* About this exercise
Pull every line with "Winter" from the entries below.

(Supplied material Opens)

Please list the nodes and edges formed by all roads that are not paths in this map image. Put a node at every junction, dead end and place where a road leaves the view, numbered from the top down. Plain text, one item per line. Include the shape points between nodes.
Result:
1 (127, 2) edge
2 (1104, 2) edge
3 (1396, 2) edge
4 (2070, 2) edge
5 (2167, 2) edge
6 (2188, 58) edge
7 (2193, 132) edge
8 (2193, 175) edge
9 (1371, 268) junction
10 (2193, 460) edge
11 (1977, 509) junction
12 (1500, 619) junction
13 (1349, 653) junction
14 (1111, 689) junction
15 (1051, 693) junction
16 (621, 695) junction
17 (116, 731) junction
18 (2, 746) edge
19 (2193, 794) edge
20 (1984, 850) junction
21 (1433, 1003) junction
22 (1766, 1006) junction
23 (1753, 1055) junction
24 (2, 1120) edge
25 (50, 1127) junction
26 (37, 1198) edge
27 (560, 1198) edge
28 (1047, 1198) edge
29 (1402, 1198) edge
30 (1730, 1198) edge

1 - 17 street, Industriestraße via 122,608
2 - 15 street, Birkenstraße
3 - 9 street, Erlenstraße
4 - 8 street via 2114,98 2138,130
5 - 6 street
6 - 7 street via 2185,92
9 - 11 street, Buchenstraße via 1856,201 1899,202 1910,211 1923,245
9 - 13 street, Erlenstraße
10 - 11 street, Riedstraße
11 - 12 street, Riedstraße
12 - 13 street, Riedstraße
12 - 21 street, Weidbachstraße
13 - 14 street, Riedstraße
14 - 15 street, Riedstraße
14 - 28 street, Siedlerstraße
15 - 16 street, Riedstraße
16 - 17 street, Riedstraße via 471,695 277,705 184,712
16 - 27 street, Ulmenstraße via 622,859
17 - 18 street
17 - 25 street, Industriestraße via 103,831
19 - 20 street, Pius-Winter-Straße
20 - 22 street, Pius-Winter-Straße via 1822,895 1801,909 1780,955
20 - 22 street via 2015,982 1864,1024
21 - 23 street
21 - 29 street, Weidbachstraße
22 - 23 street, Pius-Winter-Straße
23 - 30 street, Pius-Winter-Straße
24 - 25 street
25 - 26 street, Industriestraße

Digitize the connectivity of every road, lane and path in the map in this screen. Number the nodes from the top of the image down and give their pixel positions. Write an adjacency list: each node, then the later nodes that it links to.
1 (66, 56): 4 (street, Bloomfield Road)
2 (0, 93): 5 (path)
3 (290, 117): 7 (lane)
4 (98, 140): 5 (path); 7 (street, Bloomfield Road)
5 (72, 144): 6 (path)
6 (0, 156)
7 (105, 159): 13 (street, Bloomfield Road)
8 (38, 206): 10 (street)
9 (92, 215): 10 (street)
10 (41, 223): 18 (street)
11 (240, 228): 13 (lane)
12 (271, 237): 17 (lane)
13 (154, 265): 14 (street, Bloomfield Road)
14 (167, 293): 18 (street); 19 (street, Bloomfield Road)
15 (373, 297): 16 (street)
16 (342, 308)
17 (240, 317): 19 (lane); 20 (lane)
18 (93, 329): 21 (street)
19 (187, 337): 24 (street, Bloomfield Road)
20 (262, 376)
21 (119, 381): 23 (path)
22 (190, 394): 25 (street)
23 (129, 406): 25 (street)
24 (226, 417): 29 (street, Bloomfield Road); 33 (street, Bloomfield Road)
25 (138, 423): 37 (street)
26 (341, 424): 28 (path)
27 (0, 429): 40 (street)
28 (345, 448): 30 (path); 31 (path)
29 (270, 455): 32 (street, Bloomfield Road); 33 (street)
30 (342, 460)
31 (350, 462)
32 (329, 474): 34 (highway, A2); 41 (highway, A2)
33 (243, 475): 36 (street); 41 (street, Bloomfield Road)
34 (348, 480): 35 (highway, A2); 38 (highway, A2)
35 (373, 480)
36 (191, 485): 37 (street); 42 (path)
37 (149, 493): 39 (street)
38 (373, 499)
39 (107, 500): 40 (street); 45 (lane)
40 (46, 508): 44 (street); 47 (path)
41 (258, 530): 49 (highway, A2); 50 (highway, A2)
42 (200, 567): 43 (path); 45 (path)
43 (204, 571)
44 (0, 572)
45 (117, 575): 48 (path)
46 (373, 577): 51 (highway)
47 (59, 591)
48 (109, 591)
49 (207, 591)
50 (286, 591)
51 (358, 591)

(Supplied material Closes)

* Result for this exercise
19 - 20 street, Pius-Winter-Straße
20 - 22 street, Pius-Winter-Straße via 1822,895 1801,909 1780,955
22 - 23 street, Pius-Winter-Straße
23 - 30 street, Pius-Winter-Straße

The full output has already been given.